• What this task involves: Copy every line of the entries that has the string "change" in it.

• Information supplied:
++++++++++++++++++++
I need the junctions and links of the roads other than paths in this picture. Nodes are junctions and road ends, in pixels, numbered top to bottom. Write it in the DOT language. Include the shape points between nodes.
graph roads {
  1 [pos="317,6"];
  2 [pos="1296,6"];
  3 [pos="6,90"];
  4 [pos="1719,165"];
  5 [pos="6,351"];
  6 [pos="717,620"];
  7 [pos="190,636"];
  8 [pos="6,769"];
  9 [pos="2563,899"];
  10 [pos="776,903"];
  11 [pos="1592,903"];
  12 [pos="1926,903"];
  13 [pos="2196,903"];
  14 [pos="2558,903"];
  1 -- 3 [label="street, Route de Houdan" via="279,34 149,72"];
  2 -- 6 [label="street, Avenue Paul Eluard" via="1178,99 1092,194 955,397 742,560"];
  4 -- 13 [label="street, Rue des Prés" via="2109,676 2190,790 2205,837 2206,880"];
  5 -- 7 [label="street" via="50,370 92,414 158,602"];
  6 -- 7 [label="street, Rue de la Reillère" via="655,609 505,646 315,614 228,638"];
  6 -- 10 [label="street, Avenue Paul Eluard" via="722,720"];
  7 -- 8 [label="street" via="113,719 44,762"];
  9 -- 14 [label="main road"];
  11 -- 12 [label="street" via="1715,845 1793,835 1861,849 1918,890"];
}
++++++++++++++++++++
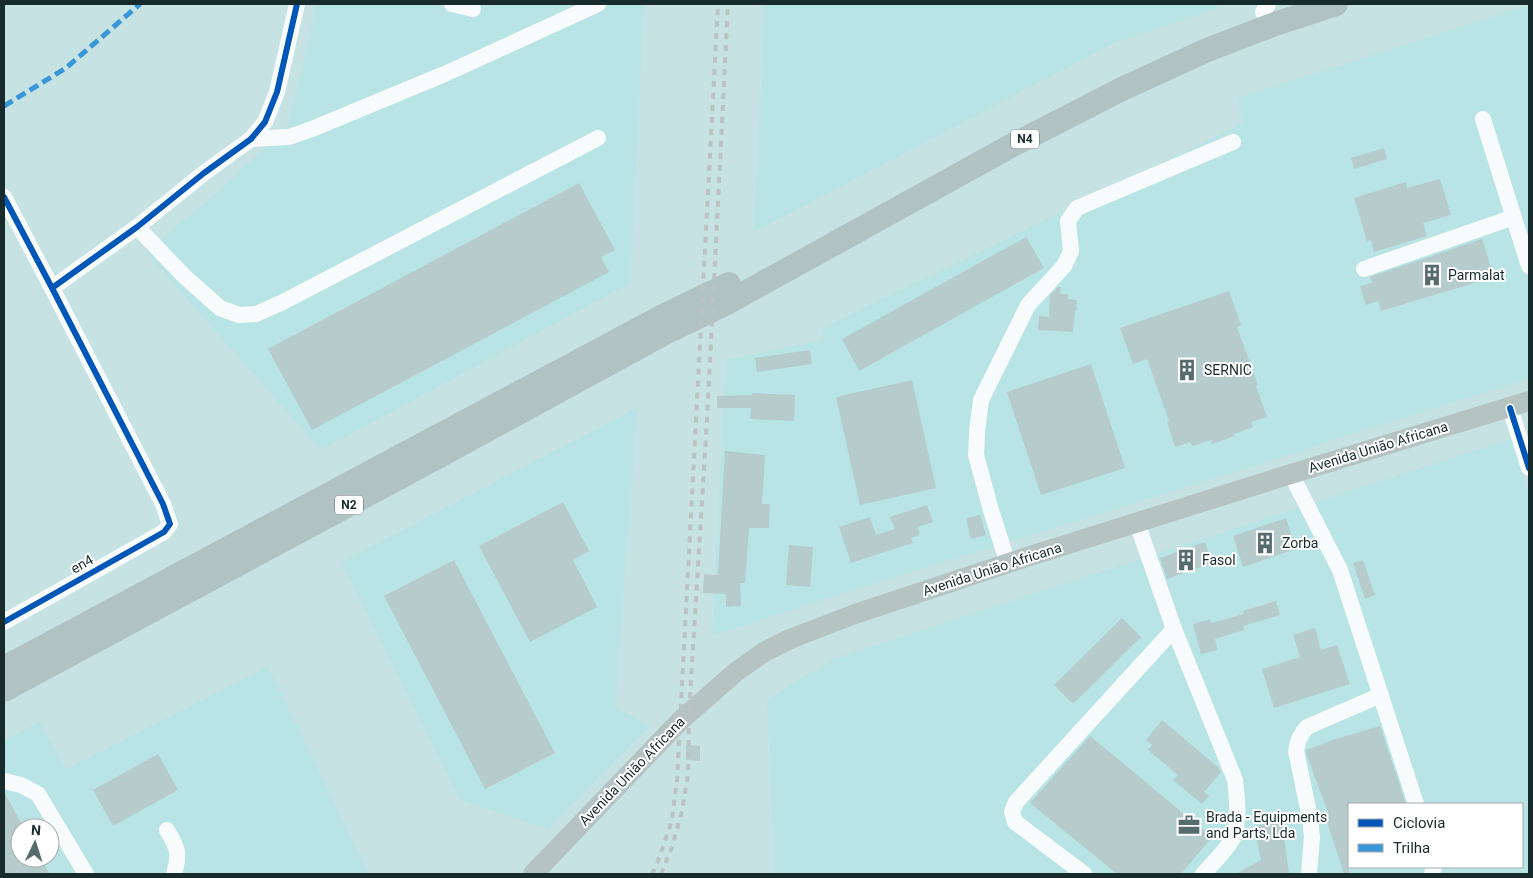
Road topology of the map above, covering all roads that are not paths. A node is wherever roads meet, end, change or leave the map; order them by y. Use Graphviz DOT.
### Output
++++++++++++++++++++
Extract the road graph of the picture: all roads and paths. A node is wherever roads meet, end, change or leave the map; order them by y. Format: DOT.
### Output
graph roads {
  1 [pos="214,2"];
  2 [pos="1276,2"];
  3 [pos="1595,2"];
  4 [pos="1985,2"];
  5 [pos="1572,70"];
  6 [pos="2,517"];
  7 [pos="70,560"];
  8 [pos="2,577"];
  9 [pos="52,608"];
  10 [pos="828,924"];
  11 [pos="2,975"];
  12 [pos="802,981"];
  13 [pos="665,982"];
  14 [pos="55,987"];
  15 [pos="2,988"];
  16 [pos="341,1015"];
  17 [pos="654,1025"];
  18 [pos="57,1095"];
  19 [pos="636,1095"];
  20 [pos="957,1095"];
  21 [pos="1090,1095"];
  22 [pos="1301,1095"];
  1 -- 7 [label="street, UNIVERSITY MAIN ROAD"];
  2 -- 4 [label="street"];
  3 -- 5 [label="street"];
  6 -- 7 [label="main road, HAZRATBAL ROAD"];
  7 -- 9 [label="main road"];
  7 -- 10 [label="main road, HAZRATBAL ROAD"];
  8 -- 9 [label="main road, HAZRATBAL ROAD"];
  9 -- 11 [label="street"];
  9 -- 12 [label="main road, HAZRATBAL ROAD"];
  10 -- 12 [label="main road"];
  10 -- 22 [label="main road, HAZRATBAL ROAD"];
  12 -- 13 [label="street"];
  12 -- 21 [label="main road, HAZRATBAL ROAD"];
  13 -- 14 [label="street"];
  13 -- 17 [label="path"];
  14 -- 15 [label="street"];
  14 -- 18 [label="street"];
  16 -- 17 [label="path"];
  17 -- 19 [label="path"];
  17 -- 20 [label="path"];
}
++++++++++++++++++++
• Solution for this problem:
Road topology of the map above, covering all roads that are not paths. A node is wherever roads meet, end, change or leave the map; order them by y. Use Graphviz DOT.
Extract the road graph of the picture: all roads and paths. A node is wherever roads meet, end, change or leave the map; order them by y. Format: DOT.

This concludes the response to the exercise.